[Extracted records]

========

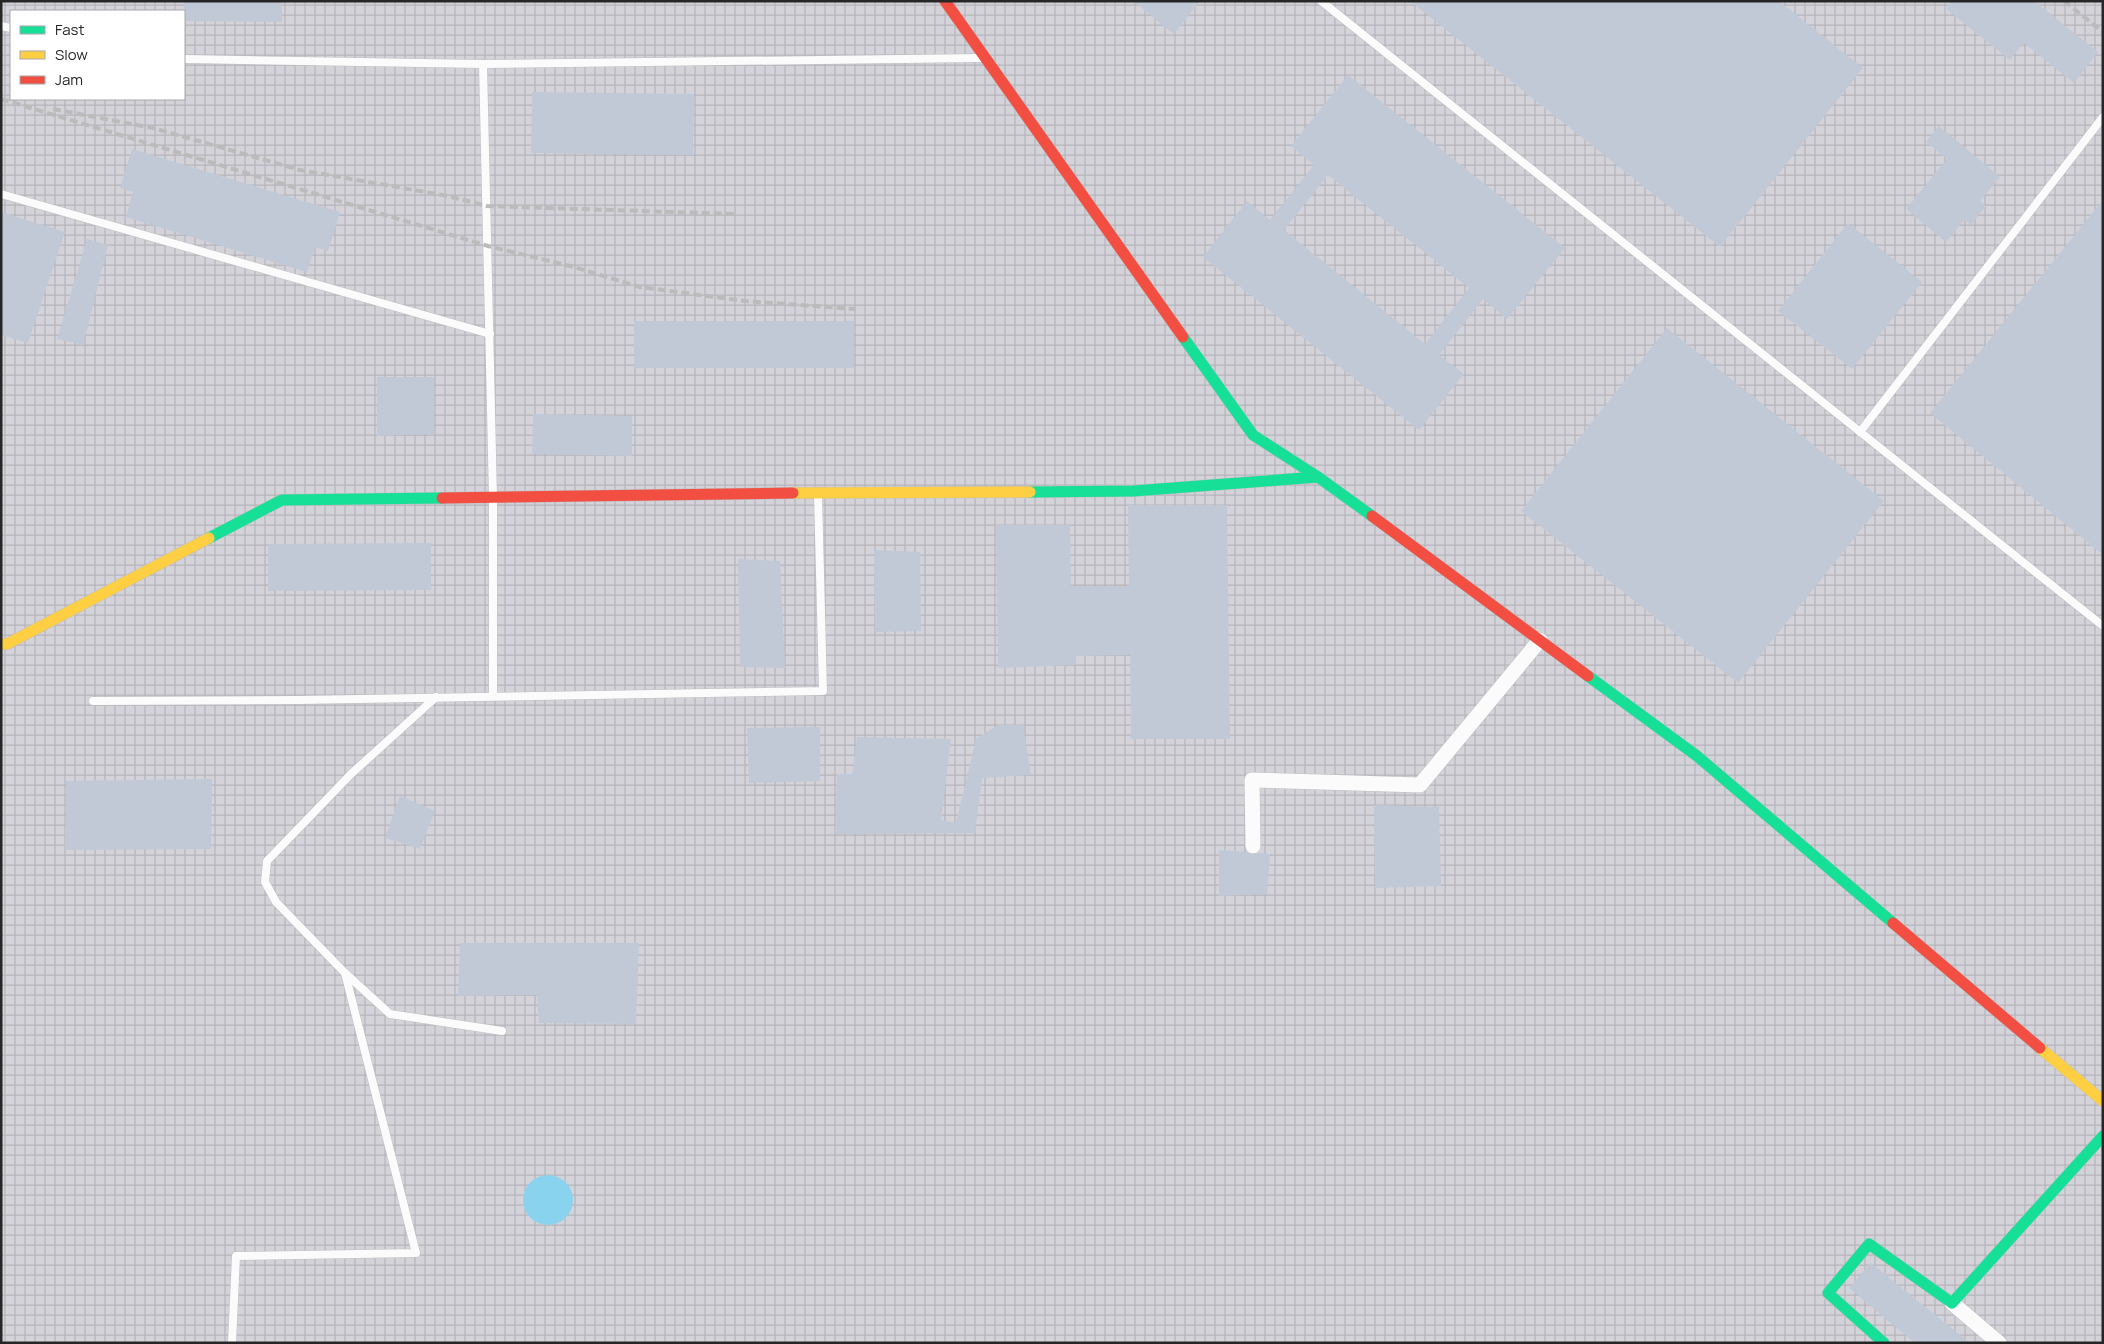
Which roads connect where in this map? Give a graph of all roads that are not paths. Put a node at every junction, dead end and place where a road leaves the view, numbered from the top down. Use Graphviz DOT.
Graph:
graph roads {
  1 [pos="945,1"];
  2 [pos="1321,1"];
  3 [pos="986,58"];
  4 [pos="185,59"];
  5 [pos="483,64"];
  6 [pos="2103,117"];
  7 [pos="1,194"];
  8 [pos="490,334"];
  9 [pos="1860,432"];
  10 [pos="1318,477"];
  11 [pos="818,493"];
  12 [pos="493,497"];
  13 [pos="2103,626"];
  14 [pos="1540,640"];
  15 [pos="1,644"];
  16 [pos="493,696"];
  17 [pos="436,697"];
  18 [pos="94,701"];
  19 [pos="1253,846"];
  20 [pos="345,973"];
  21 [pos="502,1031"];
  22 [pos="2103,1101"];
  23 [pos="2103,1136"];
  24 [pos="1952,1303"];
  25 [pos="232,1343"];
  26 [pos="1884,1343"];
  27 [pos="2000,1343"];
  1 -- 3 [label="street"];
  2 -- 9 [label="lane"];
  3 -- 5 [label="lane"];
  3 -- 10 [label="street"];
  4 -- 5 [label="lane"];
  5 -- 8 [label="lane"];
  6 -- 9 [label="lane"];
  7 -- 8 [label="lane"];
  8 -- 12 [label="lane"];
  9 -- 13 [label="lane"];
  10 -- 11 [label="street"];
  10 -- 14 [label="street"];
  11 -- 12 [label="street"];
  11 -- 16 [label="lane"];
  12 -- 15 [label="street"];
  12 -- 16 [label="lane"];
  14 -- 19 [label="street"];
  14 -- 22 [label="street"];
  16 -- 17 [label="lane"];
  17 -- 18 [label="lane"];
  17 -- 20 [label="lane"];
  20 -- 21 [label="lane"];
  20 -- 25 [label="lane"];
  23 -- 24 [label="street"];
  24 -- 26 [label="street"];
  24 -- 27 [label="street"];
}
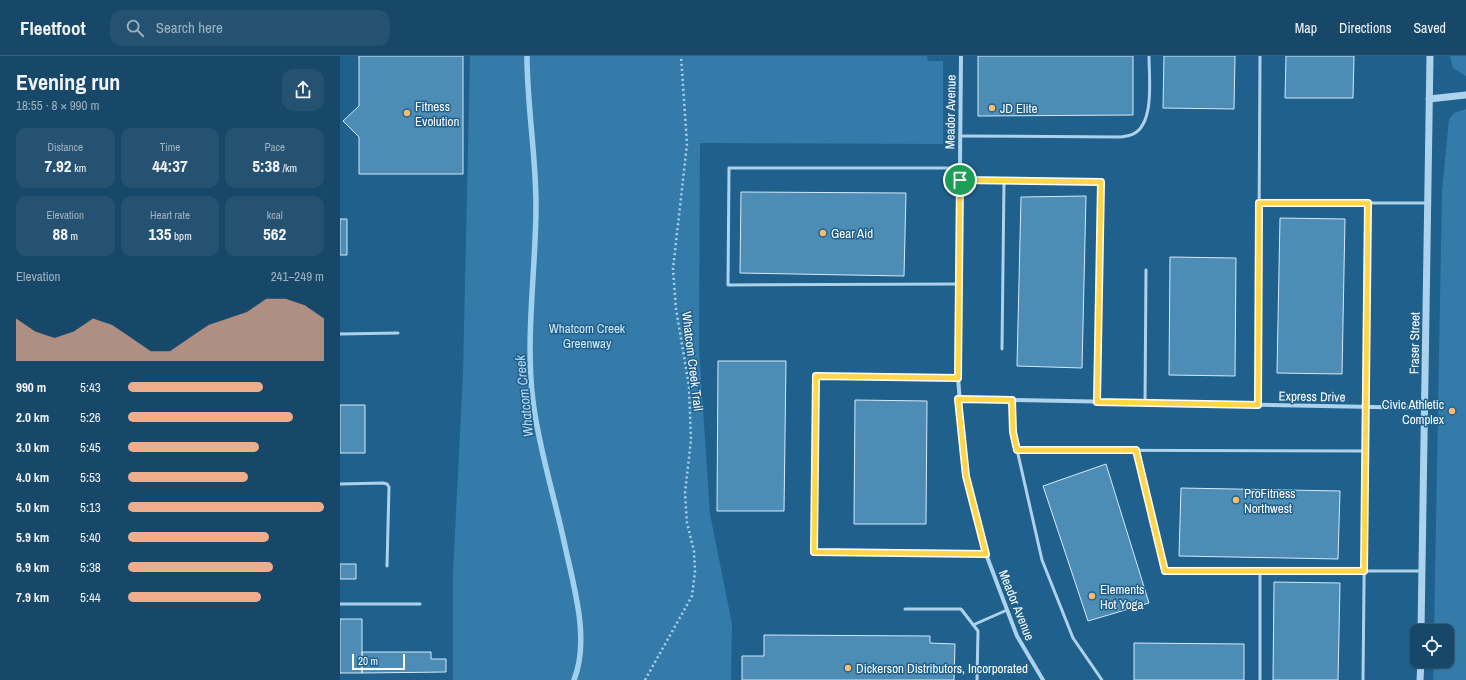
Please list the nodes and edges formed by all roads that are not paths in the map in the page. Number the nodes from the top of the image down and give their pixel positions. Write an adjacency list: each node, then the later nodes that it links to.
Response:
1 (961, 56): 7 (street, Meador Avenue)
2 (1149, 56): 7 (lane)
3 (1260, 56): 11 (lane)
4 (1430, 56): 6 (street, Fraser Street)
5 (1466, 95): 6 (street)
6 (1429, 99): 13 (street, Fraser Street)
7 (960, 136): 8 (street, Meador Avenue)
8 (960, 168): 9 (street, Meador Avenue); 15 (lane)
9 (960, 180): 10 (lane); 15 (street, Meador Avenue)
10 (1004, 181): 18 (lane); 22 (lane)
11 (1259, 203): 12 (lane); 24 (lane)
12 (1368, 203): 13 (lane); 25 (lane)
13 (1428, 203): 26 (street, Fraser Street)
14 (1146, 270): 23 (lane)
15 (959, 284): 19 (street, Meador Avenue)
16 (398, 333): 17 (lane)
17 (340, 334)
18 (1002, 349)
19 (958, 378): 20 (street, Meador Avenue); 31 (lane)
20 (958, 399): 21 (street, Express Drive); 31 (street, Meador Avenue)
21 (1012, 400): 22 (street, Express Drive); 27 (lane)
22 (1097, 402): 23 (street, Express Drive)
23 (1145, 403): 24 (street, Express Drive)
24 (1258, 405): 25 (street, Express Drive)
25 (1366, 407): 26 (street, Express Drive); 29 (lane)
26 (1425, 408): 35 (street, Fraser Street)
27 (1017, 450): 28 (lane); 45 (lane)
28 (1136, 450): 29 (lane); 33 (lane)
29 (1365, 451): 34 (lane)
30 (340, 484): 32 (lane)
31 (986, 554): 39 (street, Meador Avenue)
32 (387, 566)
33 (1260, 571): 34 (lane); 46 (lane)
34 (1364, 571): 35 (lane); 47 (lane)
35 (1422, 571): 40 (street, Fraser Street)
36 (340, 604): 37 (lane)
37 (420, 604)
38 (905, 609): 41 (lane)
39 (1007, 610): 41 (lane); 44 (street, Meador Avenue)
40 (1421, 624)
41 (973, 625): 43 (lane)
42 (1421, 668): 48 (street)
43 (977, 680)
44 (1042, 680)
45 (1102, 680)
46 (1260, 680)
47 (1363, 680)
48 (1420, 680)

========

**Task directions**
Count lines above containing "node" and report only the total.

**Solution to this task**
2